Eddie Ghabour: Thank you for having me on your show.
David Scranton: You know Eddie, I have to tell you with most guests you know we mention the city and state that they come from. But if you noticed when we talk about Delaware, I just talk about the state I kind of avoid the city if that makes any sense to you.
Eddie Ghabour: Hey, Louis Delaware is a hidden gem, if you haven't been here you're missing out so... Our best kept secret.
David Scranton: Just so I could be clear here, is Delaware the smallest state or is it the second smallest state in the union, geographically?
Eddie Ghabour: Second smallest.
David Scranton: Second smallest. So there you go, okay well then I apologize if I showed you any disrespect right there in the introduction, you know...
Eddie Ghabour: Apology accepted.
David Scranton: Eddie, before we get started what's your take on the video clip that we just saw from investment genius Harry Dent?
Eddie Ghabour: You know to me it's all over the place you know there's very extreme predictions both up and down. And I've never been the type to make such a bold prediction because I don't think when you have something that bold most of the time, those things don't come to fruition. I just don't think these are realistic expectations, he said in both up and down in his bold predictions.
David Scranton: So the reality is he made a couple of bold predictions, right? He made a bold prediction that the Dow would get as high as twenty-one-five or in one clip even twenty-two thousand. And of course, you know Eddie's been a guest twice on our show actually, so I know him personally and when he was a guest earlier he was talking about the lower production not the higher production. Now, we heard the twenty-one-five and the twenty-two thousand, the higher production but also he's still sticking to a subsequent production of six thousand or so on the Dow. So which one do you think is more troublesome? Which one do you think is more unlikely, the high production or the low production?

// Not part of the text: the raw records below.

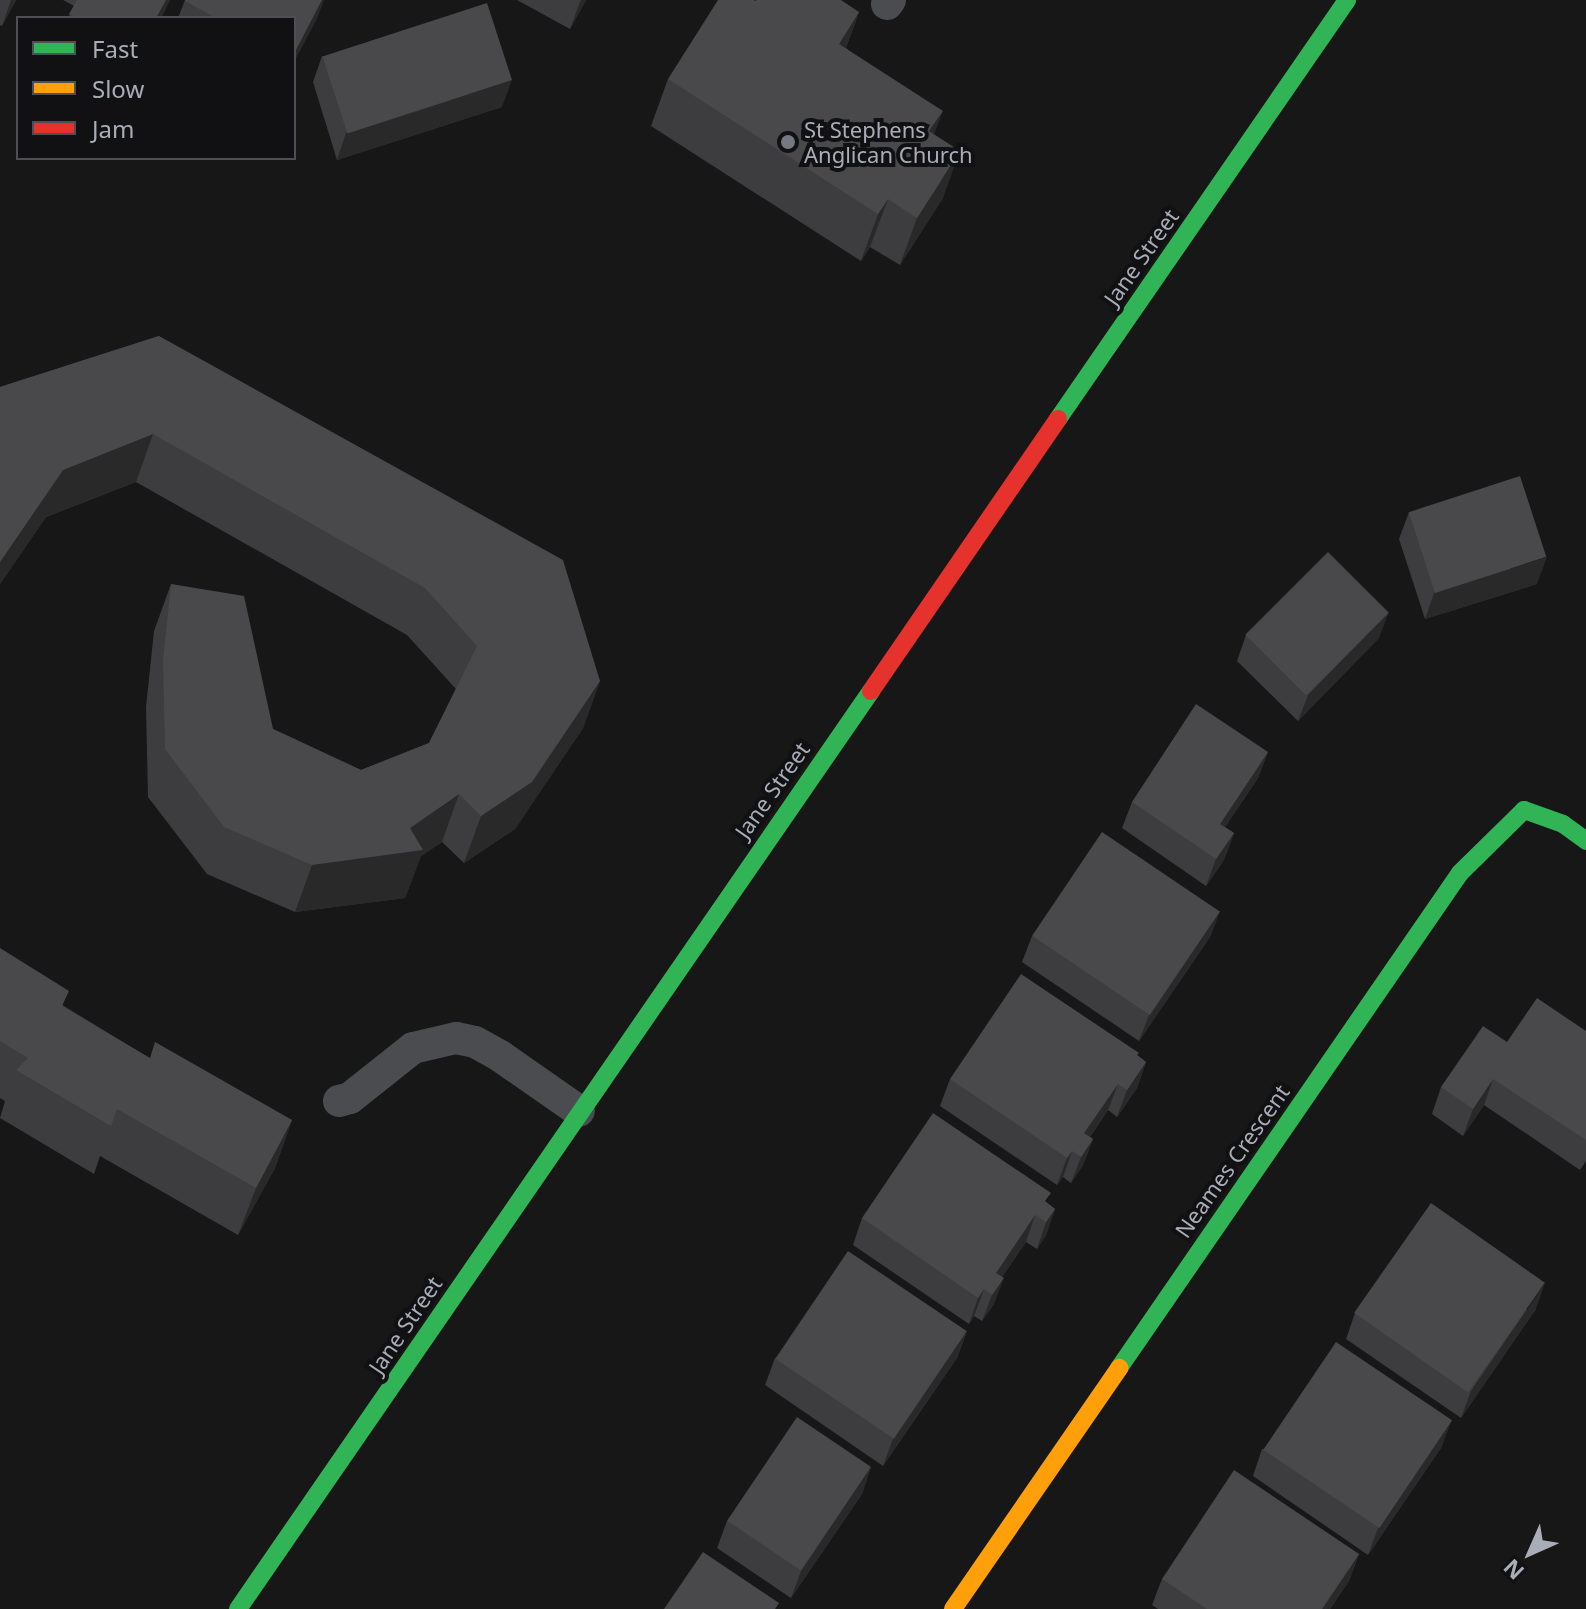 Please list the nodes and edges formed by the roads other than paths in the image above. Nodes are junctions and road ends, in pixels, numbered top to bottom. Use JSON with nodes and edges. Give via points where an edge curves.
{"nodes":[{"id":1,"x":1347,"y":0,"type":"edge"},
{"id":2,"x":1586,"y":841,"type":"edge"},
{"id":3,"x":339,"y":1101,"type":"dead end"},
{"id":4,"x":579,"y":1111,"type":"junction"},
{"id":5,"x":238,"y":1609,"type":"edge"},
{"id":6,"x":953,"y":1609,"type":"edge"}],
"edges":[{"from":1,"to":4,"type":"main road","name":"Jane Street"},
{"from":2,"to":6,"type":"main road","name":"Neames Crescent","via":[[1563,824],[1524,810],[1460,873]]},
{"from":3,"to":4,"type":"lane","via":[[413,1048],[456,1038],[500,1056]]},
{"from":4,"to":5,"type":"main road","name":"Jane Street"}]} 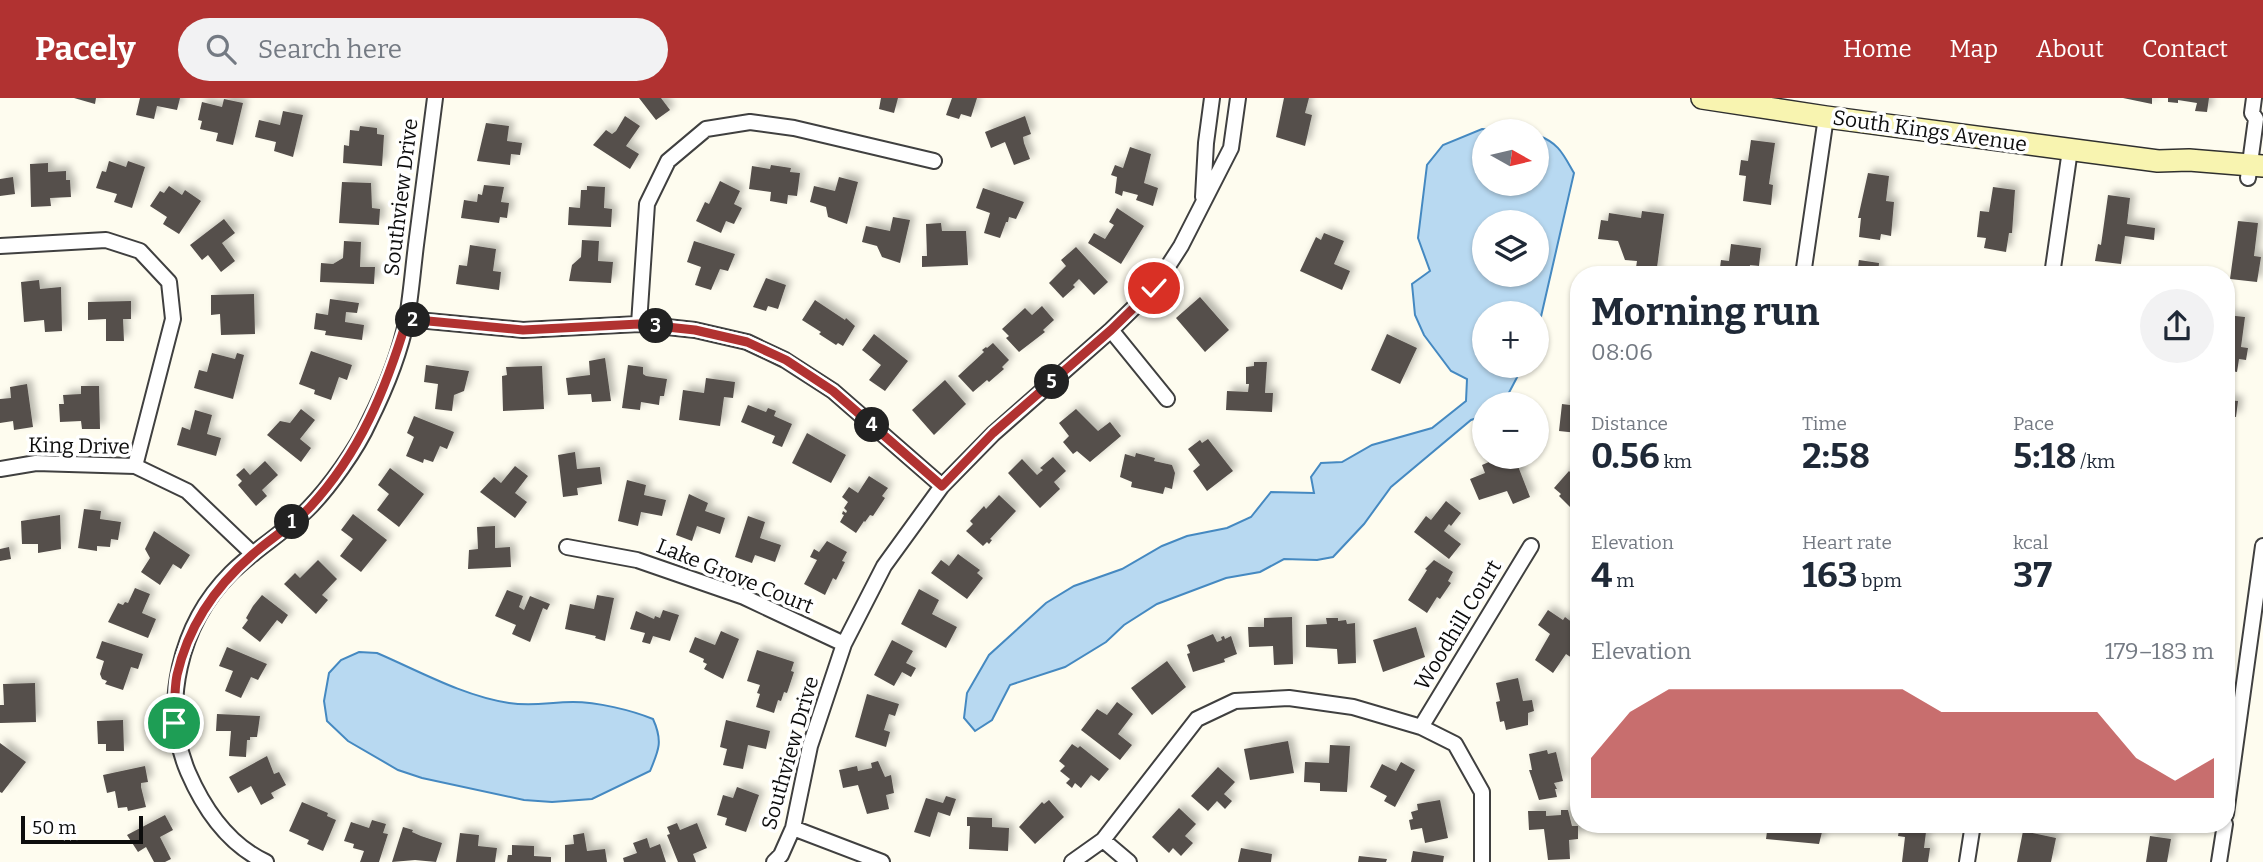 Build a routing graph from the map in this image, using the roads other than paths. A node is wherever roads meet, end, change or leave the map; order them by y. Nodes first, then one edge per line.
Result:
1 (435, 98) edge
2 (1212, 98) edge
3 (1238, 98) edge
4 (1702, 98) edge
5 (2253, 106) edge
6 (1826, 117) junction
7 (2070, 150) junction
8 (934, 161) dead end
9 (2250, 172) edge
10 (1203, 198) junction
11 (0, 246) edge
12 (1804, 266) edge
13 (2053, 266) edge
14 (407, 319) junction
15 (639, 324) junction
16 (1111, 330) junction
17 (1167, 399) dead end
18 (135, 466) junction
19 (0, 469) edge
20 (942, 486) junction
21 (1531, 546) dead end
22 (2263, 546) edge
23 (568, 547) dead end
24 (253, 554) junction
25 (844, 644) junction
26 (1421, 727) junction
27 (2235, 749) edge
28 (793, 828) junction
29 (1972, 833) edge
30 (2224, 833) edge
31 (1103, 840) junction
32 (266, 862) edge
33 (774, 862) edge
34 (882, 862) edge
35 (1072, 862) edge
36 (1129, 862) edge
37 (1482, 862) edge
38 (1967, 862) edge
39 (2219, 862) edge

1 - 14 street, Southview Drive
2 - 10 street, Southview Drive
3 - 10 street, Southview Drive
4 - 6 street, South Kings Avenue
5 - 9 street
6 - 7 street, South Kings Avenue
6 - 12 street
7 - 9 street, South Kings Avenue
7 - 13 street
8 - 15 street
10 - 16 street, Southview Drive
11 - 18 street
14 - 15 street
14 - 24 street, Southview Drive
15 - 20 street
16 - 17 street
16 - 20 street, Southview Drive
18 - 19 street, King Drive
18 - 24 street, King Drive
20 - 25 street, Southview Drive
21 - 26 street, Woodhill Court
22 - 27 street
23 - 25 street, Lake Grove Court
24 - 32 street, Southview Drive
25 - 28 street, Southview Drive
26 - 31 street
26 - 37 street
28 - 33 street, Southview Drive
28 - 34 street
29 - 38 street
30 - 39 street
31 - 35 street
31 - 36 street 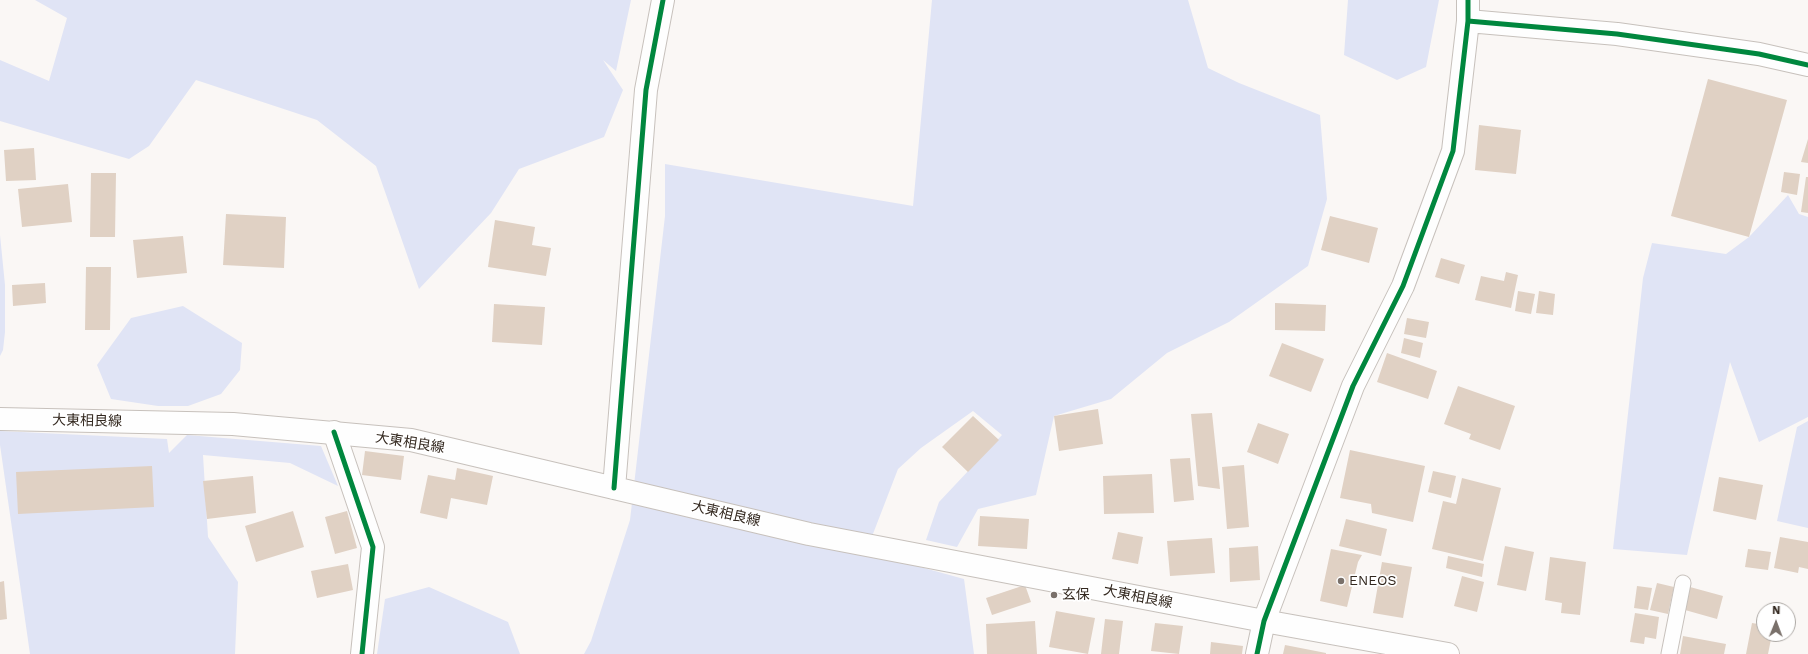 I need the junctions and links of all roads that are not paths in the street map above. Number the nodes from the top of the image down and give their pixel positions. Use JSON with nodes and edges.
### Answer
{"nodes":[{"id":1,"x":663,"y":0,"type":"edge"},
{"id":2,"x":1468,"y":10,"type":"edge"},
{"id":3,"x":1808,"y":65,"type":"edge"},
{"id":4,"x":0,"y":419,"type":"edge"},
{"id":5,"x":334,"y":432,"type":"junction"},
{"id":6,"x":614,"y":488,"type":"junction"},
{"id":7,"x":1683,"y":583,"type":"dead end"},
{"id":8,"x":1264,"y":621,"type":"junction"},
{"id":9,"x":362,"y":654,"type":"edge"},
{"id":10,"x":1258,"y":654,"type":"edge"},
{"id":11,"x":1448,"y":654,"type":"edge"},
{"id":12,"x":1669,"y":654,"type":"edge"}],
"edges":[{"from":1,"to":6,"type":"street"},
{"from":2,"to":3,"type":"street"},
{"from":2,"to":8,"type":"street"},
{"from":4,"to":5,"type":"street","name":"大東相良線"},
{"from":5,"to":6,"type":"street","name":"大東相良線"},
{"from":5,"to":9,"type":"street"},
{"from":6,"to":8,"type":"street","name":"大東相良線"},
{"from":7,"to":12,"type":"lane"},
{"from":8,"to":10,"type":"street"},
{"from":8,"to":11,"type":"street","name":"大東相良線"}]} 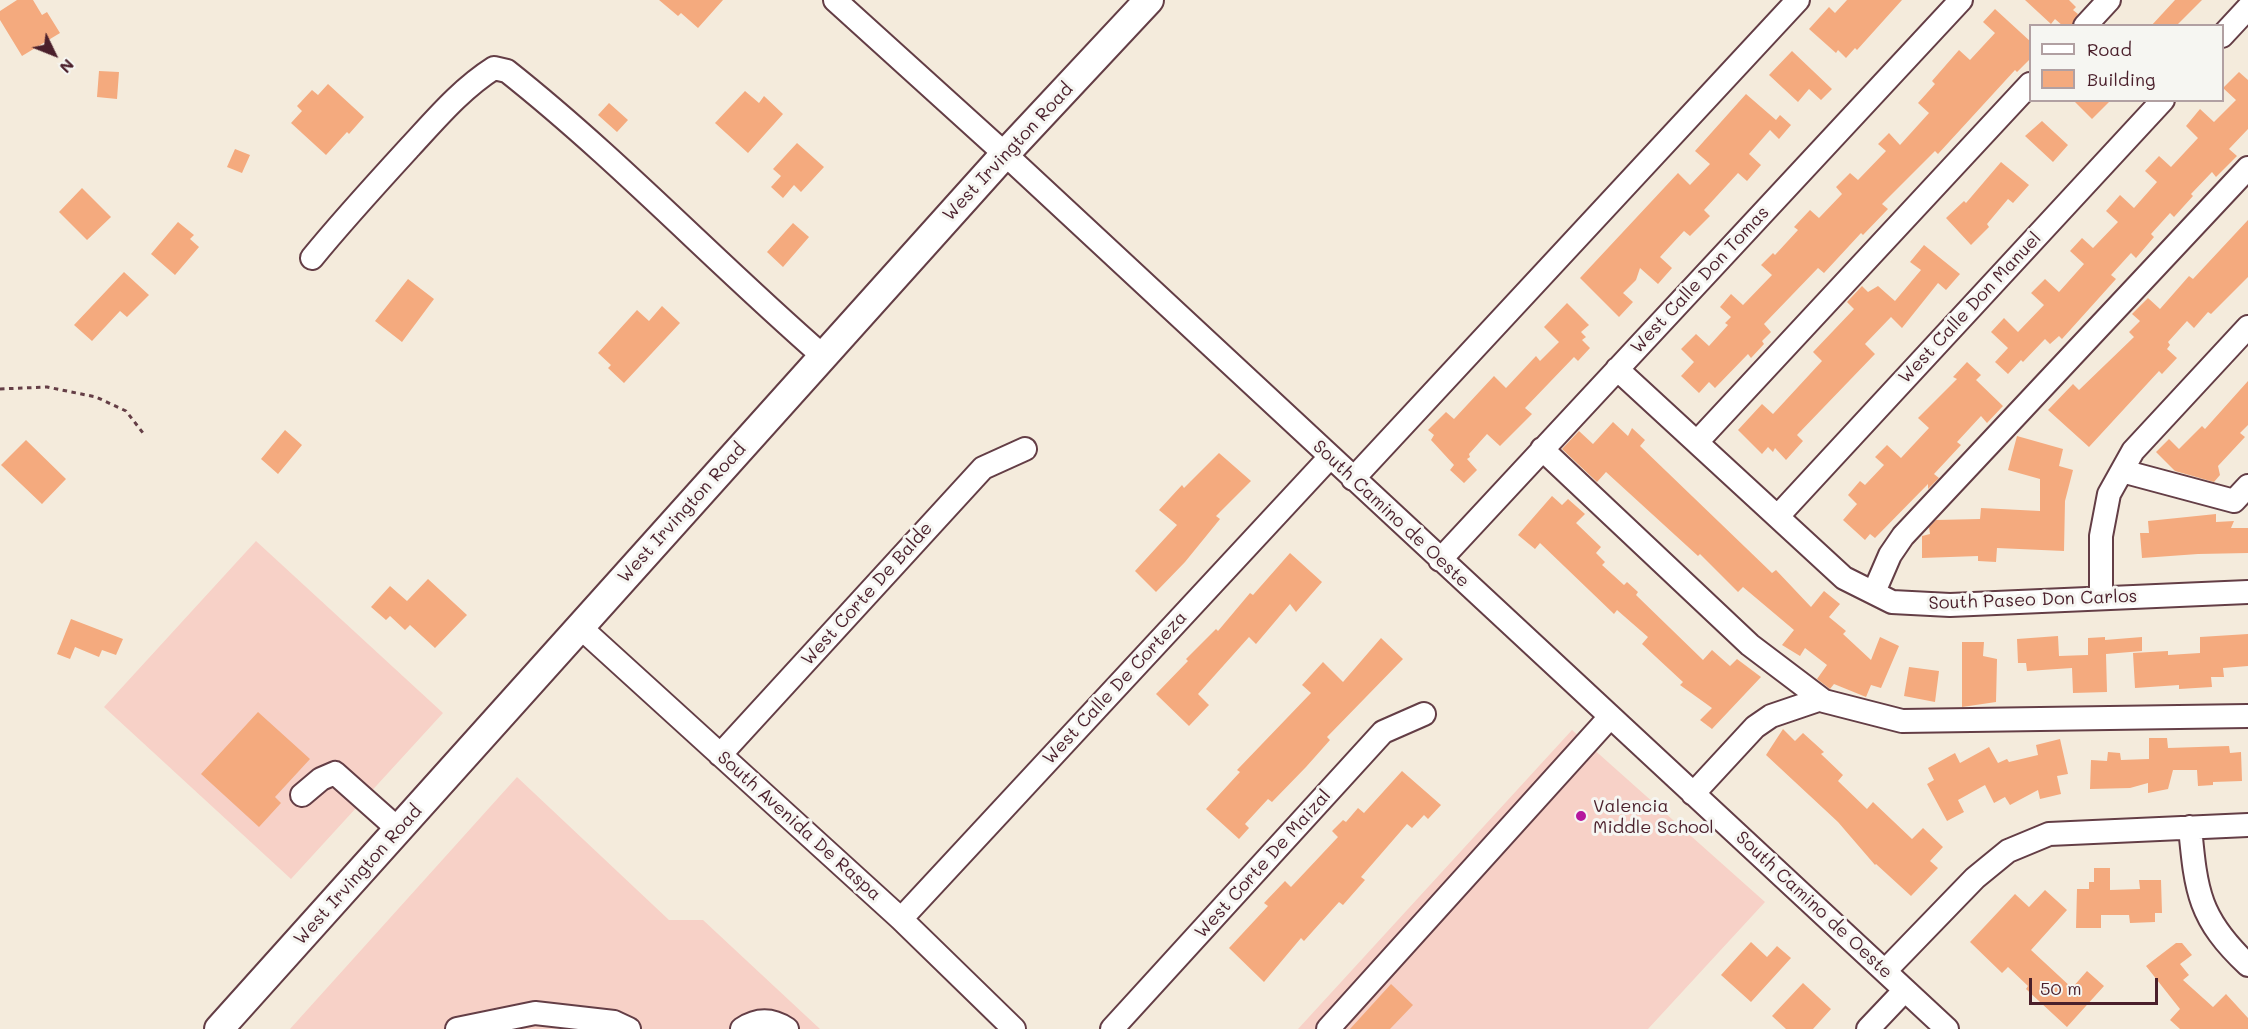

Eddie Ghabour: I think the low production is less likely to happen because I mean doing a quick math is that a sixty-sixty-five percent drop in the market he's predicting by summer time. I just don't see what systemic risk is out there that would cause a crash double of what we had back in two thousand and eight, so I'm more on the bullish case than Harry is. But I'm bullish in a way that I don't think anyone should be in all equities and I think this recent run up we've had since the election is going to run out of steam over the next hundred days. Because a lot of these market increases have happened because of fiscal policy that investors believe are going to happen. But let's not forget we're still dealing with Washington D.C. and nothing is guaranteed to happen so, I think the markets got ahead of itself in the short term I wouldn't be surprised to see a short term market correction. But I find that more in the five to ten percent range if I was to make a prediction and I see that more as a buying opportunity versus a... you know running away from the market. But I just don't see what systemic risk on the table would call it a sixty to sixty-five percent drop over the next six months.
David Scranton: Well and that was exactly what I was going to ask you if the amount of the pullbacks. So you're thinking maybe only five or ten percent no more, is your best guess?
Eddie Ghabour: That's correct and short term that's what I see and keeping in mind you know when we look back over the last thirty-five years the average intro year drop in the market is generally around fourteen percent. So this type of volatility is very common, most investors...
David Scranton: Eddie if I can...Eddie, I apologize for interrupting if I get you to stand by for just a minute we need to take a quick break. We have a lot more to discuss so please stay with us when we come back we'll talk more with Eddie about the future of the economy under a Donald Trump administration. If you are not using someone who's well trained in fixed income and you're born before nineteen sixty-six, it may just be time for you to break up with that advisor and move on. I would suggest someone who will care for you through these important years of your life. If you need help finding someone call or write us, I'd also like to remind you of the special report entitled, The Income Generation. This is available free to you our loyal viewers online, if you haven't downloaded your report pick it up after the show. If you're near or in retirement head over to the Income Generation dot com and download your special report written specifically for the needs of the Income Generation. Again, those born before nineteen sixty-six. I'm David Scranton and you've been watching the Income Generation.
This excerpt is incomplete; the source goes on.